Quality

Unigen’s Quality Assurance System

Unigen USA and Unigen Korea have a robust quality assurance system involving 9 QC/QA chemists and scientists, 6 high-powered liquid chromatography instruments, 2 high-powered thin layer liquid chromatograhy instruments, 2 gas chromatography-mass spectroscopy instruments, UV and Fourier transform infrared spec (FTIR) instruments, and a microbial lab. These are unique instruments that are utilized in addition to the common standard of basic analytical equipment.

Our goal is to ensure the identity, purity, strength and composition of every raw material used and every batch produced by Unigen, and to deliver the highest quality product possible.

At Unigen, quality assurance involves more than a single, periodical randomized test of the final product.  In this way, the ECONET companies' standard exceeds that of most mainstream pharmaceutical companies.
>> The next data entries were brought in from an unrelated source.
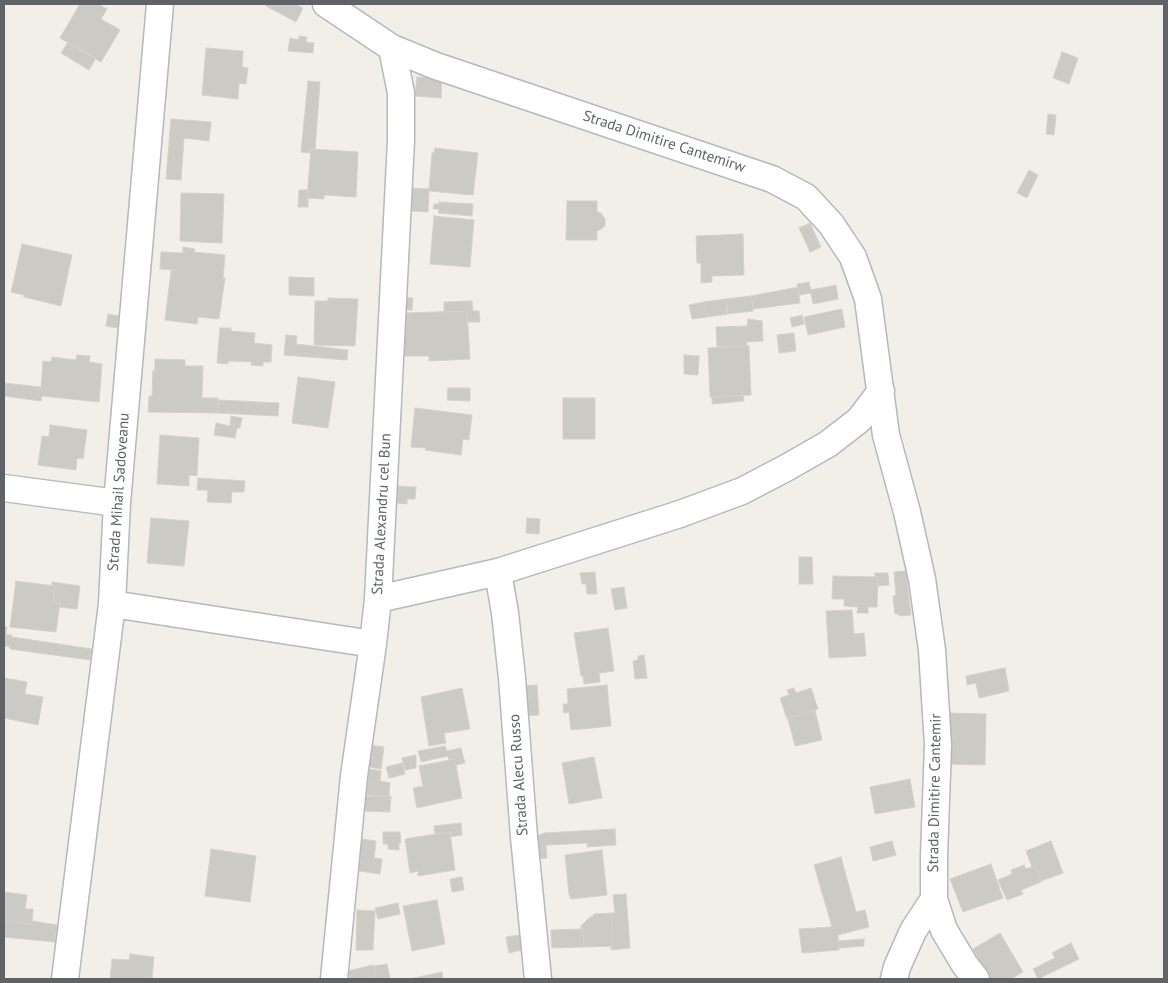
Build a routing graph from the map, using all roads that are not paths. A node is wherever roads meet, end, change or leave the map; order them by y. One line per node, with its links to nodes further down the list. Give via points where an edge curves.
1 (160, 4): 6 (street, Strada Mihail Sadoveanu)
2 (326, 4): 3 (street, Strada Dimitire Cantemirw)
3 (392, 48): 4 (street, Strada Dimitire Cantemirw, via 436,66 772,179 806,198 831,224 853,257 868,299); 8 (street, Strada Alexandru cel Bun, via 401,93 401,140)
4 (881, 391): 7 (street, via 859,420 828,444 742,490 680,514); 11 (street, Strada Dimitire Cantemir, via 886,435 922,579 932,650 938,745)
5 (4, 488): 6 (street)
6 (117, 504): 9 (street, Strada Mihail Sadoveanu)
7 (498, 572): 8 (street); 14 (street, Strada Alecu Russo, via 512,678)
8 (378, 599): 10 (street, Strada Alexandru cel Bun)
9 (112, 604): 10 (street); 12 (street, Strada Mihail Sadoveanu)
10 (373, 644): 13 (street, Strada Alexandru cel Bun, via 354,776)
11 (934, 899): 15 (street, via 913,931); 16 (street, Strada Dimitire Cantemir, via 944,930)
12 (66, 979)
13 (334, 979)
14 (538, 979)
15 (894, 979)
16 (976, 979)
At Unigen, quality assurance requires a systematic approach starting from the raw material, to every aspect of production, and carrying through to the final product release. Unigen has always implemented current good manufacturing practices (cGMP) in accordance with US standards for dietary supplements & pharmaceuticals in all operations.
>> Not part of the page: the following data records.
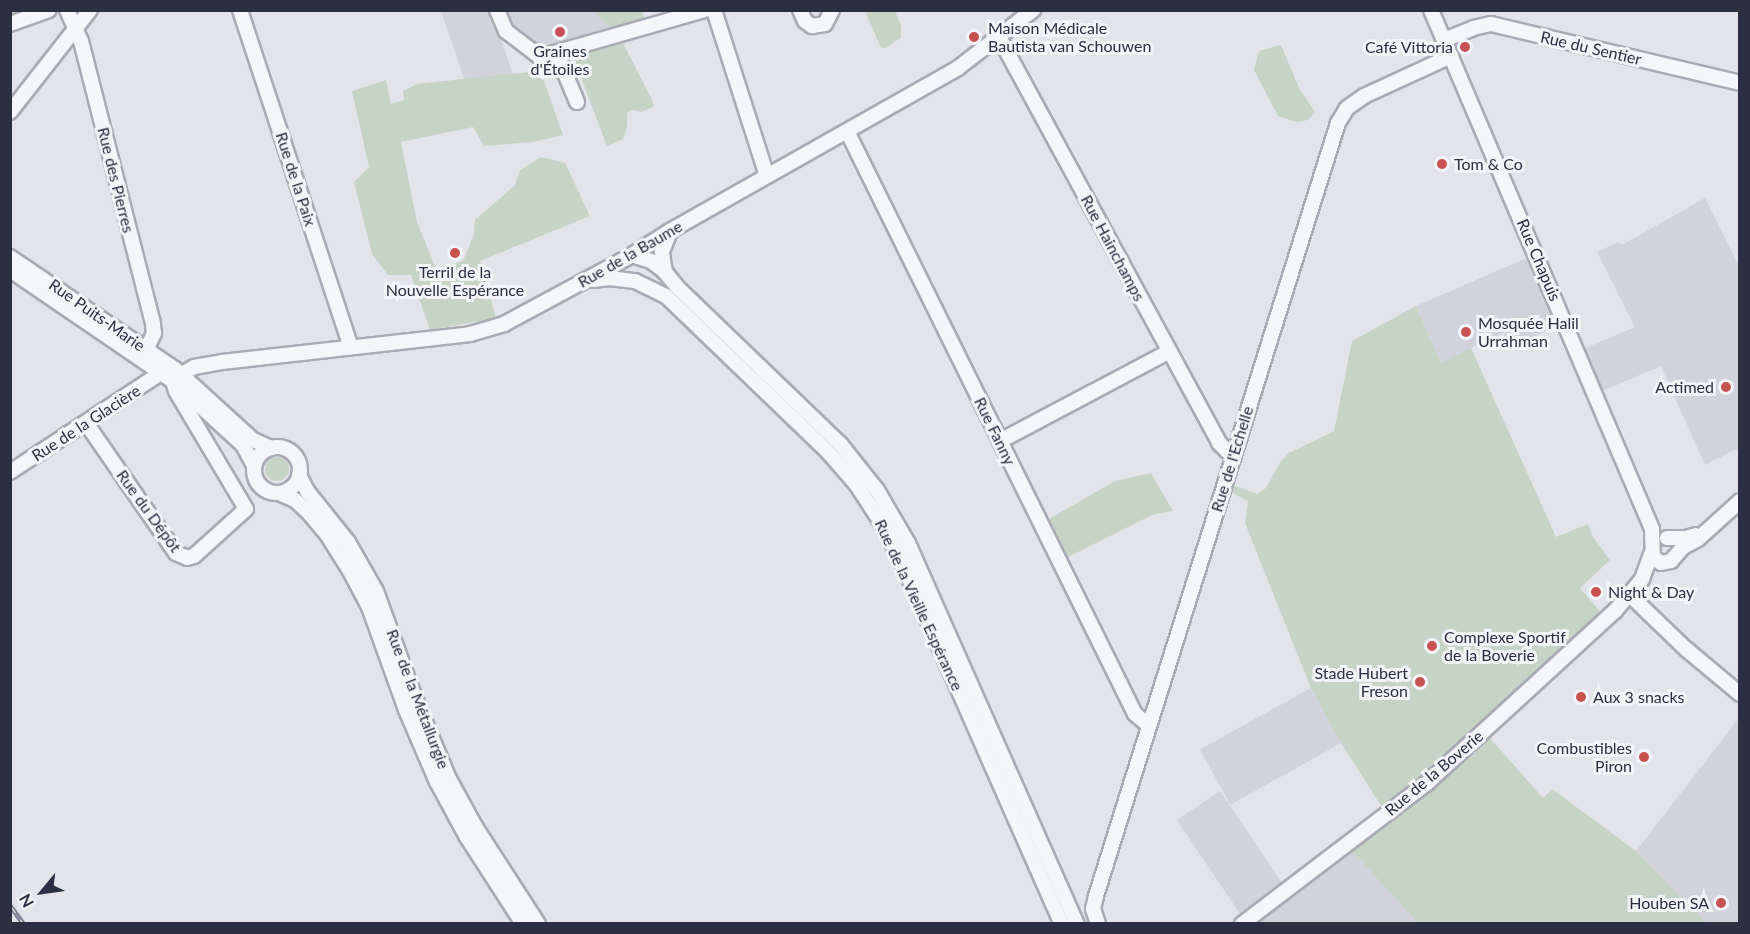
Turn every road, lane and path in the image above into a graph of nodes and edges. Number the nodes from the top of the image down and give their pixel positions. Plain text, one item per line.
1 (49, 10) edge
2 (67, 10) edge
3 (90, 10) edge
4 (240, 10) edge
5 (497, 10) edge
6 (705, 10) edge
7 (714, 10) edge
8 (800, 10) edge
9 (832, 10) edge
10 (1034, 10) edge
11 (1431, 10) edge
12 (10, 24) edge
13 (75, 28) junction
14 (999, 37) junction
15 (1444, 40) junction
16 (557, 54) junction
17 (1451, 56) junction
18 (1740, 83) edge
19 (577, 102) dead end
20 (10, 112) edge
21 (847, 131) junction
22 (767, 176) junction
23 (670, 231) junction
24 (632, 255) junction
25 (10, 257) edge
26 (10, 270) edge
27 (665, 272) junction
28 (582, 282) junction
29 (351, 347) junction
30 (146, 350) junction
31 (1170, 351) junction
32 (172, 376) junction
33 (86, 423) junction
34 (1000, 441) junction
35 (271, 448) junction
36 (1233, 453) junction
37 (254, 466) junction
38 (10, 472) edge
39 (299, 475) junction
40 (279, 493) junction
41 (1740, 501) edge
42 (1706, 530) junction
43 (1667, 538) junction
44 (1652, 549) junction
45 (1671, 558) junction
46 (1642, 579) junction
47 (1635, 600) junction
48 (1615, 610) junction
49 (1740, 694) edge
50 (1148, 725) junction
51 (1072, 922) edge
52 (1097, 923) edge
53 (523, 924) edge
54 (538, 924) edge
55 (1242, 924) edge

1 - 12 street
2 - 13 street, Rue des Pierres
3 - 13 street
4 - 29 street, Rue de la Paix
5 - 16 street
6 - 16 street
7 - 22 street
8 - 9 street
10 - 14 street, Rue de la Baume
11 - 15 street, Rue Chapuis
13 - 20 street
13 - 30 street, Rue des Pierres
14 - 21 street, Rue de la Baume
14 - 31 street, Rue Hainchamps
15 - 17 street, Rue Chapuis
15 - 18 street, Rue du Sentier
16 - 19 street
17 - 36 street, Rue de l'Echelle
17 - 44 street, Rue Chapuis
21 - 22 street, Rue de la Baume
21 - 34 street, Rue Fanny
22 - 23 street, Rue de la Baume
23 - 24 street, Rue de la Baume
23 - 27 street
24 - 27 street
24 - 28 street, Rue de la Baume
25 - 30 street, Rue Puits-Marie
26 - 32 street, Rue Puits-Marie
27 - 51 street, Rue de la Vieille Espérance
28 - 29 street, Rue de la Baume
28 - 51 street, Rue de la Vieille Espérance
29 - 32 street, Rue de la Baume
30 - 32 street, Rue Puits-Marie
31 - 34 street
31 - 36 street, Rue Hainchamps
32 - 33 street, Rue de la Glacière
32 - 33 street, Rue du Dépôt
32 - 35 street, Rue de la Métallurgie
32 - 37 street, Rue de la Métallurgie
33 - 38 street, Rue de la Glacière
34 - 50 street, Rue Fanny
35 - 37 street
35 - 39 street, Rue de la Métallurgie
36 - 50 street, Rue de l'Echelle
37 - 40 street, Rue de la Métallurgie
39 - 40 street
39 - 54 street, Rue de la Métallurgie
40 - 53 street, Rue de la Métallurgie
41 - 42 street, Rue de la Boverie
42 - 43 street, Rue de la Boverie
42 - 45 street, Rue de la Boverie
43 - 44 street
43 - 45 street
44 - 45 street
44 - 46 street, Rue de la Boverie
45 - 47 street, Rue de la Boverie
46 - 47 street
46 - 48 street, Rue de la Boverie
47 - 48 street, Rue de la Boverie
47 - 49 street
48 - 55 street, Rue de la Boverie
50 - 52 street, Rue de l'Echelle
For all raw ingredients, each ECONET company collaborates with qualified and certified vendors for raw material sourcing or  grows plants at its own farms through a vertically integrated system. ECONET conducts vendor audits on a regular basis. All farms practice Good Agricultural Practices (GAP). For every raw material provided, Unigen analyzes for potency and purity by using an elaborate "fingerprinting" technique. This technique involves  High Pressure Thin Layer Chromatography (HPTLC),  High Pressure Liquid Chromatography (HPLC), Gas Chromatography (GC) and/or other appropriate method. Unigen performs stringent tests to monitor for minor contaminates including microbes, heavy metals, organic solvent residues, and pesticides. The Quality department is involved throughout the production process, from monitoring procedures, to reviewing batch records and releasing the batches based on QC testing results and specifications. Standardization is used in production to ensure batch-to-batch consistency. When a product profile is discovered to be outside of specification, a lab investigation is conducted. We take quality-related complaints equally seriously. Corrective action and preventive action are enforced based upon the investigation outcomes. We are committed to the cGMP final rule and global regulations for the dietary supplement industry.
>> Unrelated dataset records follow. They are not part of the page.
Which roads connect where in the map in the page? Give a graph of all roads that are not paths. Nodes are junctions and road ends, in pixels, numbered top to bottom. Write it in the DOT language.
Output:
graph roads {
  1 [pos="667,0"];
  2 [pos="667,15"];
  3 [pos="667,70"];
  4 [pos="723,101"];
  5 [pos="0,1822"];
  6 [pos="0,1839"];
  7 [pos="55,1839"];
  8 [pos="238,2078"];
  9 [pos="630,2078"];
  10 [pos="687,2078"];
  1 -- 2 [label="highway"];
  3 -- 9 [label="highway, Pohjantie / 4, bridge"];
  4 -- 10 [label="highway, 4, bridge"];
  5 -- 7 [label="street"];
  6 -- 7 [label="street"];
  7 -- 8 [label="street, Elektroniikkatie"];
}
QC lab procedures include method development, method validation, stability studies, and support to pre-clinical and clinical studies. The testing method used is either an official method such as AOAC or USP, or is validated when developed in house. The reference standard used is qualified, the instruments used are calibrated, and the chemists are trained. We want to be sure that the results from our QC lab are reliable and reproducible.